Sheri Sizemore was getting anxious.

Where, she asked in an e-mail last Monday, is Rex Bowman? “He has not had a current article since the 10th of April.”

In early March, Times-Dispatch reporter Bowman was embedded with the 1st Marine Division as it moved from Kuwait into Iraq. Sizemore said her son was in that division and “without Rex’s articles we here at home have lost track of where [the division] has gone. . . . Can you PLEASE give me some information?”

Sizemore reads this newspaper online at her home in Indiana.

She was quickly told that with the fall of the last major Iraqi cities, Bowman had “disembedded” and was then in Kuwait awaiting transportation back to the United States. Bowman, a native of Roanoke and this newspaper’s Roanoke bureau reporter since 1997, arrived home Tuesday.

After his first report on March 4 during a stopover in Amsterdam on his way to Kuwait, Bowman’s byline appeared on 27 articles filed from the war zones. In one of his last stories, he described the Marine unit’s entry into the eastern limits of Baghdad.

“Jubilant Iraqis swarmed over the Marines, showering them with blown kisses, friendly waves and cigarettes,” he wrote.

Mom Sizemore was a member of a large audience closely following Bow- man’s reports. Perhaps typical was another T-D reader who said she read Bowman’s stories first, before moving to any other war coverage.

Jo Ann Gideons of Powhatan County wrote me that “Bowman did our family a wonderful favor when he hiked through the desert and found our son, Major Chris Gideons, 3rd Battalion, 1st Marine Regiment . . . to send our well wishes and love on March 17th. We owe him such a debt that just saying ‘thank you’ does not seem nearly adequate.”

Sara Clark of Oceanside, Calif., sent me an e-mail to be forwarded to Bowman. She asked whether Bowman had seen her husband, Marine Staff Sgt. Mike Clark. “If so,” she wrote, “is there any way you can let him know that his wife and daughters love him and pray for his safe return?”

A larger sample of reaction to Bowman’s coverage from moms, dads and girlfriends can be found by logging on to www.timesdispatch.com and then clicking on the “forum” link on the “Front Page” of the online newspaper.

As this column was written, Bowman and his editor, Gordon Hickey, were planning a print-and-online project to be published today.

The pros and cons of the Department of Defense policy of embedding – attaching reporters to military units – likely will be long debated in press and military associations, but there is no debate as far as Mom Sizemore is concerned.

“The embedded reporters are a great idea,” she wrote. “I think all of the families would agree with me on this. It is so much better than hearing nothing for months”

. . .

A caller was delighted to read that T-D columnist Mark Holmberg had been a finalist for a Pulitzer Prize for Commentary, but she had a question. “How many finalists were there?”

The answer: three – Colbert I. King of The Washington Post, the Commentary category winner for his editorial page columns; Edward Achorn of The Providence Journal, for columns on government corruption in Rhode Island; and Holmberg.

Yes, the Sunday columns in Holmberg’s portfolio included one on elusive Black Dog.
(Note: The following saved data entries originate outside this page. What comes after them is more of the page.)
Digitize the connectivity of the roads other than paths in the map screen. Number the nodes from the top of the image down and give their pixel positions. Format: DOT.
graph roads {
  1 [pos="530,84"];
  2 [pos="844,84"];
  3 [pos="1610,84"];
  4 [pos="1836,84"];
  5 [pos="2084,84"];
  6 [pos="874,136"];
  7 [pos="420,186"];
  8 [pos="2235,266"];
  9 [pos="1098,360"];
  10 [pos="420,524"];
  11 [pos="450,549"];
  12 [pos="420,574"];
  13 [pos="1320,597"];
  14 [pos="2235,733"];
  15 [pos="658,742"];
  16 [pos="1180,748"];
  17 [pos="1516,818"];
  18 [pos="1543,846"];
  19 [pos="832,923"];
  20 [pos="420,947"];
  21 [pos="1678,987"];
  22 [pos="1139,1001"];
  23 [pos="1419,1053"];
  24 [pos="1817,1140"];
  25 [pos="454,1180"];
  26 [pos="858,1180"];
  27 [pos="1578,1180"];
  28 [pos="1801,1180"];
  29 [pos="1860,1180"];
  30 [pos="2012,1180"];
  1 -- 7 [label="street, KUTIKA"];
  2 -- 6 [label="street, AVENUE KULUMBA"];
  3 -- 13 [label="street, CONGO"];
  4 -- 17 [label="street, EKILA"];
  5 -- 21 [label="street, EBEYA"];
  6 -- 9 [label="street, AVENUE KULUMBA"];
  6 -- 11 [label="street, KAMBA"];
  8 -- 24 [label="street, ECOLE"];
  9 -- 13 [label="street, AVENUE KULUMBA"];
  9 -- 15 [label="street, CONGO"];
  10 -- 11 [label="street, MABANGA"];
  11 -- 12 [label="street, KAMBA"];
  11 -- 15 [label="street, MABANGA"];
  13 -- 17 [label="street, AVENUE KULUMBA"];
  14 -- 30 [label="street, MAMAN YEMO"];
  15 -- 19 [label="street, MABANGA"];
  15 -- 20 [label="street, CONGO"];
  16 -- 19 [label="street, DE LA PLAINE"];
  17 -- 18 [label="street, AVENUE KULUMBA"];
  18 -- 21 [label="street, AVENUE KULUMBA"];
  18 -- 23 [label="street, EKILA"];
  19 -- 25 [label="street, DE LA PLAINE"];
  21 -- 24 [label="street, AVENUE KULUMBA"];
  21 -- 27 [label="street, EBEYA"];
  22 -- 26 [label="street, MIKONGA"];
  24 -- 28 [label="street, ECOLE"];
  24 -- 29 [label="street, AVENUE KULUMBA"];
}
You can read four of the columns sent to the Pulitzer competition on timesdispatch.com. Click on “News” in the directory, then on “Columnists” on the “News” page and scroll down to April 7.

. . .

Garry Trudeau, author of the satirical comic “Doonesbury,” was born in New York City but is of French-Canadian ancestry. Last week he ignited a brouhaha at The Times-Dispatch over his panels for the Sunday comics of May 4. The panels engage aging disc jockey Mark Slackmeyer and eternal hippie Zonker Harris in a takeoff on French bashing by Americans.

The problem: The dialogue in those cartoon balloons is almost entirely in French, and editors here suspected that at least a few T-D customers couldn’t read the language.

A second problem: The color comics for May 4 are already printed and being distributed to client newspapers. A third problem: No warning had been forthcoming from Universal Press Syndicate about the language until the fait was accompli.

After expressing his displeasure to the syndicate boss, Executive Editor Bill Millsaps ordered a translation be published on the second page of that Sunday’s Flair section.

The Times-Dispatch realizes comics readers will be inconvenienced looking from comics to Flair, but as we say in Richmond, c’est la vie.

. . .

In March, I passed along a proposal from David Peck (not “Teck” as reported earlier) of Wakefield that Virginians put a single candle in a window to symbolize support for troops in Iraq. His brother, Sgt. Derek S. Peck, is a U.S. Army cavalry scout there.

I followed up with him last week and was told the idea had caught on with “right many” acquaintances in Wakefield and Courtland.

While he hasn’t heard from his brother since three days before the invasion of Iraq began, he said the family had downloaded a picture of him off an NBC Web site. A family member had spotted Sgt. Peck in a group of soldiers photographed at a Sunday morning prayer service.

“That was pretty cool,” said his brother.